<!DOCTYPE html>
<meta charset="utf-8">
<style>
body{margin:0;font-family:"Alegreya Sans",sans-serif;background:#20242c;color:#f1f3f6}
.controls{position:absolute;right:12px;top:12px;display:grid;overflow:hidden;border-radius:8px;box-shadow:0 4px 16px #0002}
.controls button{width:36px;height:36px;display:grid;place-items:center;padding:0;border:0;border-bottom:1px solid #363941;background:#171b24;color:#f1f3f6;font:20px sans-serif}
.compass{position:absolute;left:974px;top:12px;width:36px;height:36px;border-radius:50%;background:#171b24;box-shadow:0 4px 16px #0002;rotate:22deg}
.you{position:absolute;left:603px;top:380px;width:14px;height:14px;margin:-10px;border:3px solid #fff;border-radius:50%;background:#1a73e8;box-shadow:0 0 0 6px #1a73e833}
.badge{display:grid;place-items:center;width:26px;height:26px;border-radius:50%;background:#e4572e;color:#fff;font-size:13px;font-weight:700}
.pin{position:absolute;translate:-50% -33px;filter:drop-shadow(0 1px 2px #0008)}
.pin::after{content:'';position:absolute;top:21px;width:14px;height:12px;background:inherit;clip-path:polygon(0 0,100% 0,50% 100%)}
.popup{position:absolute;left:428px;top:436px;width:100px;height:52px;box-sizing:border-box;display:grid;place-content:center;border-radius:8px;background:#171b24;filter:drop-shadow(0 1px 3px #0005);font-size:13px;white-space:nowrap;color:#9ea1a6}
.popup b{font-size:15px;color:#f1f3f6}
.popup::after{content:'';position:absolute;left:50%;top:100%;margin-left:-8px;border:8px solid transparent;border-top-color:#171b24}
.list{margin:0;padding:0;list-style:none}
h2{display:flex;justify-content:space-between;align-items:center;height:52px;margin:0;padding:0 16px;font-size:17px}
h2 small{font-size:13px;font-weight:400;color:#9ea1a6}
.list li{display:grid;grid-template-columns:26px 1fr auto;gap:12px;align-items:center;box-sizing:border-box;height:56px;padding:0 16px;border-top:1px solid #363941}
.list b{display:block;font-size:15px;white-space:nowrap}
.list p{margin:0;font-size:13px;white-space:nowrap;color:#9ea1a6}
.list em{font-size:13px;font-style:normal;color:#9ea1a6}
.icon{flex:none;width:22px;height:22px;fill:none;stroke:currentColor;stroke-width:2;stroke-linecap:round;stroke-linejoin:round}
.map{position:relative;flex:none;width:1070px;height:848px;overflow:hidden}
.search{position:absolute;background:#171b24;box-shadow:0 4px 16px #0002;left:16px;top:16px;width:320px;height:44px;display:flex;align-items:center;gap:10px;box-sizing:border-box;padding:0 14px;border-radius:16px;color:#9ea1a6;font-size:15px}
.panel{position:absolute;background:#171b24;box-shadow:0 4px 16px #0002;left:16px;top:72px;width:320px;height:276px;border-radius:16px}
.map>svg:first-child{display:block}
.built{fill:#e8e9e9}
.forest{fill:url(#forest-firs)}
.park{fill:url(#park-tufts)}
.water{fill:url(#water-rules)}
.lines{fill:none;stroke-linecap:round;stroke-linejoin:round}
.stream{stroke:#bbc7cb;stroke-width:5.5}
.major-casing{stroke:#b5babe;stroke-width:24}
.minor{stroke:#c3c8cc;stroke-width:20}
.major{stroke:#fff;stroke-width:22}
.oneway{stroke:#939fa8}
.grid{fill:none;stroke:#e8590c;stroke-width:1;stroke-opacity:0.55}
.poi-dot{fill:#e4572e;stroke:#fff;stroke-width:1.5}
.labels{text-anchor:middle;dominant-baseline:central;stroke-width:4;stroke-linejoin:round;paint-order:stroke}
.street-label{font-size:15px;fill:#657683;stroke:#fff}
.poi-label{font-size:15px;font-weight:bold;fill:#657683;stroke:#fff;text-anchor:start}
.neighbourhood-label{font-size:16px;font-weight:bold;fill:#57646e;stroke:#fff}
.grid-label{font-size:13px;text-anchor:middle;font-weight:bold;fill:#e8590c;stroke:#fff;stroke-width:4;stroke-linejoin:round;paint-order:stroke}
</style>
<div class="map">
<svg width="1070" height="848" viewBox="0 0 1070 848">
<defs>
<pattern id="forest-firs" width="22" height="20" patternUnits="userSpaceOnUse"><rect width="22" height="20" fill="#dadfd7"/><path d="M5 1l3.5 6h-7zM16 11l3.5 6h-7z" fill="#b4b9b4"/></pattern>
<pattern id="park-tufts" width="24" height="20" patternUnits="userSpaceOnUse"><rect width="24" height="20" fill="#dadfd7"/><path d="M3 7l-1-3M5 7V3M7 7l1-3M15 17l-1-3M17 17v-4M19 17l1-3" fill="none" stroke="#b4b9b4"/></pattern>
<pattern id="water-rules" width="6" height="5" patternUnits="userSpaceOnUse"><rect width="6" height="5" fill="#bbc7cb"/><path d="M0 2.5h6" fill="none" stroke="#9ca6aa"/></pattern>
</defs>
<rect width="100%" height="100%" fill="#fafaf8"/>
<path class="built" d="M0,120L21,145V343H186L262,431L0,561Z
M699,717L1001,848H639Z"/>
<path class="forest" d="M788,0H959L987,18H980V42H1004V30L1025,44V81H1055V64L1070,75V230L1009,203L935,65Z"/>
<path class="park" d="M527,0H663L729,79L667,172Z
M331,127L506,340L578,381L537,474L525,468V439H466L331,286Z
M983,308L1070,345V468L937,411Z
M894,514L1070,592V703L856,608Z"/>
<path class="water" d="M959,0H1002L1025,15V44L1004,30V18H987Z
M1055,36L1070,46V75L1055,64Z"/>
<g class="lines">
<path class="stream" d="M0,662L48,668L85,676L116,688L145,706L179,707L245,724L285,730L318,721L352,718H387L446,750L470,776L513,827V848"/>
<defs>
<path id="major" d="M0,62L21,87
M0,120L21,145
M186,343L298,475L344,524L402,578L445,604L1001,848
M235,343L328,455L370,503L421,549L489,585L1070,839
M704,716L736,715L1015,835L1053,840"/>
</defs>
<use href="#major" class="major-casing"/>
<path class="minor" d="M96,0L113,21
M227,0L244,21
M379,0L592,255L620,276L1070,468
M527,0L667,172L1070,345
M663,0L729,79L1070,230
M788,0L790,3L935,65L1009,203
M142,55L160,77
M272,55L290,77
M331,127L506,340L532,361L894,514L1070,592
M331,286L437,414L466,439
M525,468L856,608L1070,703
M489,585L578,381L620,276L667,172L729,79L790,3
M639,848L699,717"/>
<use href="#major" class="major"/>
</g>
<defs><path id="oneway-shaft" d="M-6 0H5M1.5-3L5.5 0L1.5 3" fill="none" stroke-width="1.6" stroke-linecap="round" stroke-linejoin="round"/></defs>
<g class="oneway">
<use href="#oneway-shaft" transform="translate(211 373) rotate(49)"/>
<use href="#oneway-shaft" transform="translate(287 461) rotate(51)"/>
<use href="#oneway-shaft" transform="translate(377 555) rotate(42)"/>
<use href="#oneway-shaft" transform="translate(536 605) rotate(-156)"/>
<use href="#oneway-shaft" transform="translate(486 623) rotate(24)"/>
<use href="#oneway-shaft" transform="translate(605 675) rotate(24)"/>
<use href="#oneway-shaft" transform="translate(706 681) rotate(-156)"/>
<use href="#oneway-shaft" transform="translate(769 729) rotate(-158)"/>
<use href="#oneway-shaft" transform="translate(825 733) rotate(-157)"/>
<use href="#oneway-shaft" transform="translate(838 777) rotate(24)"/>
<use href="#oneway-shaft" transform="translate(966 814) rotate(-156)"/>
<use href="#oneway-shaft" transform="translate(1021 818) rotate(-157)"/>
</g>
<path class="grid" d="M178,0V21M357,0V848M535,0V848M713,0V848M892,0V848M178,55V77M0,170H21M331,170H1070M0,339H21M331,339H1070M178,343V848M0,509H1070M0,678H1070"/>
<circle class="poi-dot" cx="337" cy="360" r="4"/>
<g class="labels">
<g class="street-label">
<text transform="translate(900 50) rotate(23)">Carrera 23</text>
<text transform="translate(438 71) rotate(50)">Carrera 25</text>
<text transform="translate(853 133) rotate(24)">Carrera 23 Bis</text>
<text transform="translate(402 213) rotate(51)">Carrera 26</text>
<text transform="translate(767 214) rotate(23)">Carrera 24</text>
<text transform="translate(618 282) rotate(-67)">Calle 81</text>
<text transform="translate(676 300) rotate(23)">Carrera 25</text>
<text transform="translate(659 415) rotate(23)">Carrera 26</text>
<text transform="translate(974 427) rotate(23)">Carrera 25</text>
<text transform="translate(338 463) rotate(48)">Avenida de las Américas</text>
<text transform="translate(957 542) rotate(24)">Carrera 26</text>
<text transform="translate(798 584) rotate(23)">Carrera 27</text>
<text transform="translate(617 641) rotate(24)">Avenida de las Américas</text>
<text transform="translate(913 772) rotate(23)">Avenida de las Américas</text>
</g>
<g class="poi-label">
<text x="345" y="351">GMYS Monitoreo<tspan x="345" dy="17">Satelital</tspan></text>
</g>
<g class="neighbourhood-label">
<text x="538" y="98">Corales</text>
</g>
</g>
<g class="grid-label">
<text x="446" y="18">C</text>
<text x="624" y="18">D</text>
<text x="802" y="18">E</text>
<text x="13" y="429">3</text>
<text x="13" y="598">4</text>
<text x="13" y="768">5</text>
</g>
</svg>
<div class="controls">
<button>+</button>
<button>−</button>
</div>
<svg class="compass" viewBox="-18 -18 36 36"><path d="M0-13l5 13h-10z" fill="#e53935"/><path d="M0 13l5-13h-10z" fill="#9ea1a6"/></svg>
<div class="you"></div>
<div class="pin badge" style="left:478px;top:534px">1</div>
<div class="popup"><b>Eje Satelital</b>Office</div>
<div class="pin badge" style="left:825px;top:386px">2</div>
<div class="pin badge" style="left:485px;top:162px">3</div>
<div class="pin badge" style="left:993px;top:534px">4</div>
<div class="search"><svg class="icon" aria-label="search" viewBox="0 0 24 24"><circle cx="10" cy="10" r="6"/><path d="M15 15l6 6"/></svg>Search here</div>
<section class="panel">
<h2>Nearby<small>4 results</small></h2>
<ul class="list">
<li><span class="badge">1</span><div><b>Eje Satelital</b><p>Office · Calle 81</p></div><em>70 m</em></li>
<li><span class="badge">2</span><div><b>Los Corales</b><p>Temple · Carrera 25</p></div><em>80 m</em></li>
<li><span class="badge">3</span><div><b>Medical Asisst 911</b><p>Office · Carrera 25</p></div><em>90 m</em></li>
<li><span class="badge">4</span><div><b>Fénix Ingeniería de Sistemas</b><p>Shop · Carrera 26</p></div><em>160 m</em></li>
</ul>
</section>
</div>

——————————

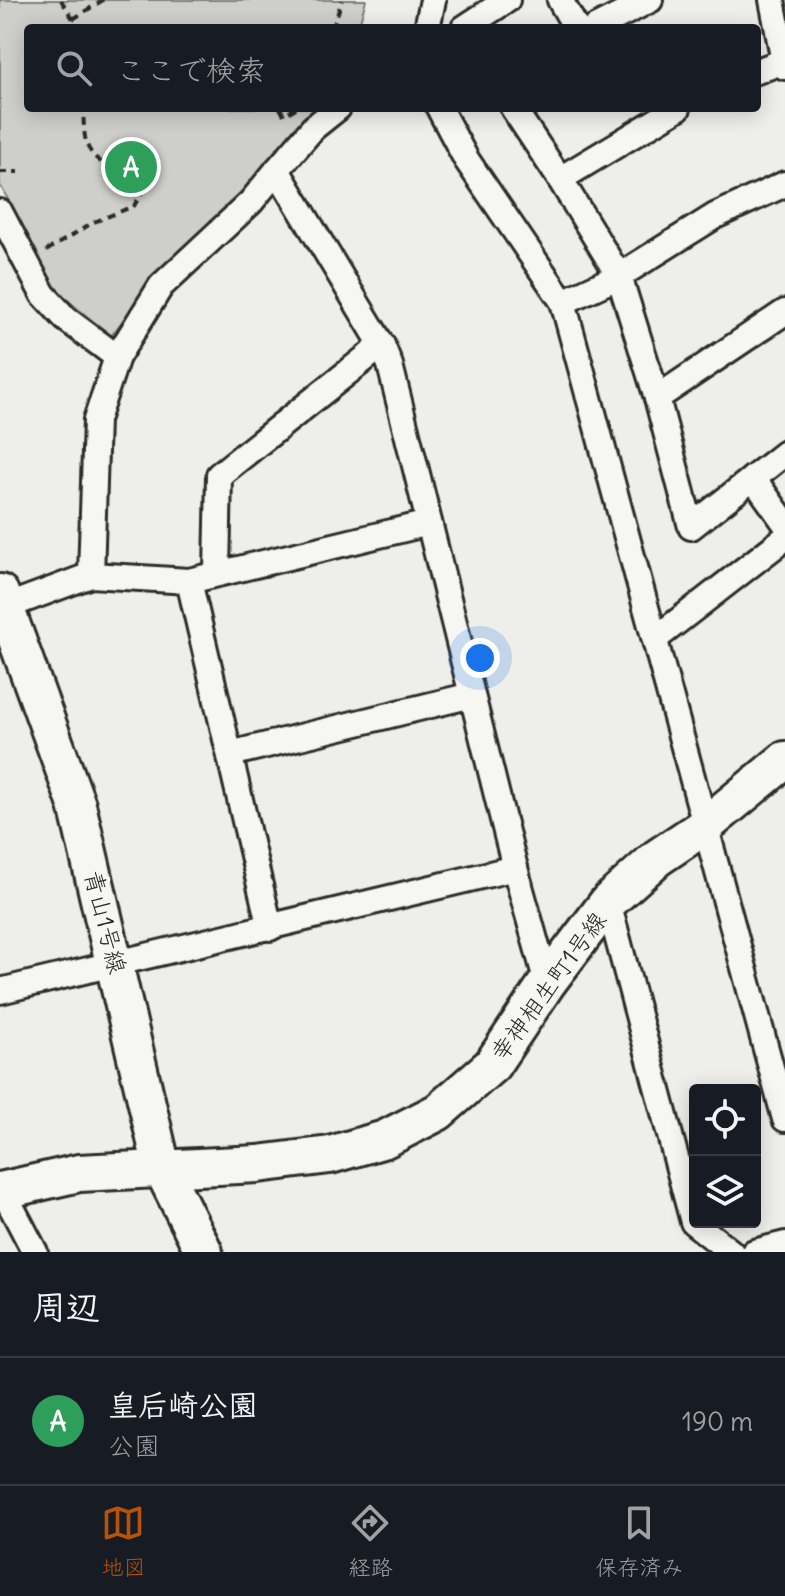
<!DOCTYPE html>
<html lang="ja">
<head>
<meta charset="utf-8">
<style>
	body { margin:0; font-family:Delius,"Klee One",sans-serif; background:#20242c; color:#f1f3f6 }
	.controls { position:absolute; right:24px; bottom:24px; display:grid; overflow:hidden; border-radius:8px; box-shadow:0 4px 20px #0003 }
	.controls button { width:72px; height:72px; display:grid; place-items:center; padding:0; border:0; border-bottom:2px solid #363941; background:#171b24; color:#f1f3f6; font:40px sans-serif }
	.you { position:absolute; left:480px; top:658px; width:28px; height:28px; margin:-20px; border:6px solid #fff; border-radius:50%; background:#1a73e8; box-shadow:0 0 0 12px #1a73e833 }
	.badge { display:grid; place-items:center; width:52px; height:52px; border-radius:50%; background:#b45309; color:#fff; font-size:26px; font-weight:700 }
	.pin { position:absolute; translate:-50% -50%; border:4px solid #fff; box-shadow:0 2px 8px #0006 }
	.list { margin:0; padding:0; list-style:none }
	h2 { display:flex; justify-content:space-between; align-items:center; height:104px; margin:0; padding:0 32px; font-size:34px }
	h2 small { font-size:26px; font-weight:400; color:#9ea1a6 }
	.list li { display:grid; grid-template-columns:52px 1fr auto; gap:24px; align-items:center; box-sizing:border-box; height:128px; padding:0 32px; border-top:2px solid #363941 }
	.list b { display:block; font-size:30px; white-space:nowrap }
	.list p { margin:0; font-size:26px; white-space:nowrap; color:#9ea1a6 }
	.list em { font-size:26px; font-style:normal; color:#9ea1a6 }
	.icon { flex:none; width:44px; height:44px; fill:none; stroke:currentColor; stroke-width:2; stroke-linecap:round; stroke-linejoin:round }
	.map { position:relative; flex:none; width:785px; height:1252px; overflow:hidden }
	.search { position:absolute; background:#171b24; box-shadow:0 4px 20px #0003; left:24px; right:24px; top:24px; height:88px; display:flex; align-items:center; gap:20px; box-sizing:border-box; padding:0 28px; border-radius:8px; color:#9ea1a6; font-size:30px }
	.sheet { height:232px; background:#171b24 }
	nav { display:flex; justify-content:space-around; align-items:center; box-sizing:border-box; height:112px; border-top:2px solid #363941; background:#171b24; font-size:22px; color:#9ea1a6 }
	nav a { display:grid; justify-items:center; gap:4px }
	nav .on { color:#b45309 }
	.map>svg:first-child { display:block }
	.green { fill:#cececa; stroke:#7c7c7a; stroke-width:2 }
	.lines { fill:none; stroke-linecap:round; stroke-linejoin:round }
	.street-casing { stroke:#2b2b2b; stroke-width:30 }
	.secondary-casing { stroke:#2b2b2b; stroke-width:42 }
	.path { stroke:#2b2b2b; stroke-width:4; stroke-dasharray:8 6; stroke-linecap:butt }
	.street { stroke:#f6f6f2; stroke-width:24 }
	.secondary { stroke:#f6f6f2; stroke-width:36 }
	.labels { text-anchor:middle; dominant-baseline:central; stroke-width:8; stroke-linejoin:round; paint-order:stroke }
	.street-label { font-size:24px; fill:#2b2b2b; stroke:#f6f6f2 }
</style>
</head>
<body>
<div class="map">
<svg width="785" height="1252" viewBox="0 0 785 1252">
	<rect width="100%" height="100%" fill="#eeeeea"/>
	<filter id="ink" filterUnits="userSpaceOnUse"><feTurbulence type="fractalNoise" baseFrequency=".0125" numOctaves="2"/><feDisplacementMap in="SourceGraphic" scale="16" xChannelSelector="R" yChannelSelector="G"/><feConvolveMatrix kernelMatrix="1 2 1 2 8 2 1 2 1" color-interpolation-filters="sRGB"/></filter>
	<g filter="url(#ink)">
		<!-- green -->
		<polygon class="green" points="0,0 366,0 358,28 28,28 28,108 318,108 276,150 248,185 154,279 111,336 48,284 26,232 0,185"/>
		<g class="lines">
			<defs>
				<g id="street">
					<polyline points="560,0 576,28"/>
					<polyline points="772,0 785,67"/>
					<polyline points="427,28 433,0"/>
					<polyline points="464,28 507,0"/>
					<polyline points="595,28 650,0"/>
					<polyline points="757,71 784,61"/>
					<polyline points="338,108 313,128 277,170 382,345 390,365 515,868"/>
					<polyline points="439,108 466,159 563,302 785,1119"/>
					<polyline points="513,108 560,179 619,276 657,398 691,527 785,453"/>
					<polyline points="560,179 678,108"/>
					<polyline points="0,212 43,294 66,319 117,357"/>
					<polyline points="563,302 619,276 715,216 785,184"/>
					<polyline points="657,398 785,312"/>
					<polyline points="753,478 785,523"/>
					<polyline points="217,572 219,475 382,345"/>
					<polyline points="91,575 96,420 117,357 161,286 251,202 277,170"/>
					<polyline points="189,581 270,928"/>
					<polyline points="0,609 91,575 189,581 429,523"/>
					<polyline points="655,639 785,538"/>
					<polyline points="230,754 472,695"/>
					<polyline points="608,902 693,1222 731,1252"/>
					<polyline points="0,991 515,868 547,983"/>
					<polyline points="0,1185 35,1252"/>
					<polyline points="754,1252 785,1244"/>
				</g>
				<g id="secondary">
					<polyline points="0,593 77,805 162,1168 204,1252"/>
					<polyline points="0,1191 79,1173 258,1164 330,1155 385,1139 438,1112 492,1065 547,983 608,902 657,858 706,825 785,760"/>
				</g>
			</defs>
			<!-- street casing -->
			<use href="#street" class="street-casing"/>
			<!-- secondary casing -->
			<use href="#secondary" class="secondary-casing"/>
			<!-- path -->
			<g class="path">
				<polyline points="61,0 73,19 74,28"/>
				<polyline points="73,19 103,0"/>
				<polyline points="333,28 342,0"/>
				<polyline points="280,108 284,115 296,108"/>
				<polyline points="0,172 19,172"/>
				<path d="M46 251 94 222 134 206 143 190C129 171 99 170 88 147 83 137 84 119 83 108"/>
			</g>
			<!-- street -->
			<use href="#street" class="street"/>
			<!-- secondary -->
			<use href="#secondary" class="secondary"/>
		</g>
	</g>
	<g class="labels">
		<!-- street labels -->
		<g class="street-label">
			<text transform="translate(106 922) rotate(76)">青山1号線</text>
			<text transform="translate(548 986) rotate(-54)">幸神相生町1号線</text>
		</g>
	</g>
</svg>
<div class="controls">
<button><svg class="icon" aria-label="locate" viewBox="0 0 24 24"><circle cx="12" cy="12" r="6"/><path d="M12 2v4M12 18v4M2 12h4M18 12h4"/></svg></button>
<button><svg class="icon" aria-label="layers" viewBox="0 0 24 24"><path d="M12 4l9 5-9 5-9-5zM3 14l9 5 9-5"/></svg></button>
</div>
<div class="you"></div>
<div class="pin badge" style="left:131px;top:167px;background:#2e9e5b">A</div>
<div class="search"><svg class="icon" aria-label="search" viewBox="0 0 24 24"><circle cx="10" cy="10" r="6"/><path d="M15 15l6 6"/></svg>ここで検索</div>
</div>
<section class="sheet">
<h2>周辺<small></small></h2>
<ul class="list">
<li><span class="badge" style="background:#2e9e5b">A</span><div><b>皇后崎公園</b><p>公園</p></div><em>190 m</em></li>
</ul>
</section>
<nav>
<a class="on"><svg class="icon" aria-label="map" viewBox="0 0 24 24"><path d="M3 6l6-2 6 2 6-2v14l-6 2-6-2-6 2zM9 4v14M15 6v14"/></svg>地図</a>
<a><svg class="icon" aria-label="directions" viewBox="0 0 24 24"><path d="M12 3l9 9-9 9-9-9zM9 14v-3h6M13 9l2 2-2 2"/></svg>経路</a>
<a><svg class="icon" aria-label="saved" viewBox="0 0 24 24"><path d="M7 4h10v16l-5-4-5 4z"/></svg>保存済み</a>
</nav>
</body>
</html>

——————————

- **WORK ITEM**: Copy every line that contains "after" from the listing above.

- **YOUR SOLUTION**:
.pin::after{content:'';position:absolute;top:21px;width:14px;height:12px;background:inherit;clip-path:polygon(0 0,100% 0,50% 100%)}
.popup::after{content:'';position:absolute;left:50%;top:100%;margin-left:-8px;border:8px solid transparent;border-top-color:#171b24}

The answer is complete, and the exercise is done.